== Segment start ==

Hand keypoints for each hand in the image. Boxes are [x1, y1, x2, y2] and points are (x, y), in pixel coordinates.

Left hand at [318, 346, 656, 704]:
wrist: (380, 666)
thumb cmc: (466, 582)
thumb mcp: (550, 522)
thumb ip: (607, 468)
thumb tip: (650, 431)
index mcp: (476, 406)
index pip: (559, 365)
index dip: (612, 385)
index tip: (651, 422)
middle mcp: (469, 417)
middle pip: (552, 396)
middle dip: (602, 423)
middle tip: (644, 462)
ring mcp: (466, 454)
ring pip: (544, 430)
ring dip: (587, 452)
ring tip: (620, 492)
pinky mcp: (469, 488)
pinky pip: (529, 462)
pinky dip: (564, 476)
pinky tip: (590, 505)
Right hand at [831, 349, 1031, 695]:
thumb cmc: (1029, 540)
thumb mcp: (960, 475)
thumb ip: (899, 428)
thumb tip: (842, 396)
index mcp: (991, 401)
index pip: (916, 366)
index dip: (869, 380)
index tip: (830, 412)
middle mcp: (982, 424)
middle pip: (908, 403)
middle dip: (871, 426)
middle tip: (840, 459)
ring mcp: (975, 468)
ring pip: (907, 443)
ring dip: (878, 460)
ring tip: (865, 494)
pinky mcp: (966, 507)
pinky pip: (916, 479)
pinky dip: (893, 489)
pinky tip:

== Segment end ==

Write down exactly the line with "ring mcp: (466, 454)", then each line after it through the end of the data.

ring mcp: (466, 454)
ring pip: (544, 430)
ring dip: (587, 452)
ring tip: (620, 492)
pinky mcp: (469, 488)
pinky pip: (529, 462)
pinky dip: (564, 476)
pinky tip: (590, 505)
Right hand at [831, 349, 1031, 695]:
thumb cmc: (1029, 540)
thumb mcp: (960, 475)
thumb ip: (899, 428)
thumb tip: (842, 396)
index mcp: (991, 401)
index pip: (916, 366)
index dip: (869, 380)
index tip: (830, 412)
middle mcp: (982, 424)
middle pip: (908, 403)
middle dip: (871, 426)
middle tip: (840, 459)
ring mcp: (975, 468)
ring pip: (907, 443)
ring dip: (878, 460)
ring tip: (865, 494)
pinky mcp: (966, 507)
pinky pip: (916, 479)
pinky dip: (893, 489)
pinky tip:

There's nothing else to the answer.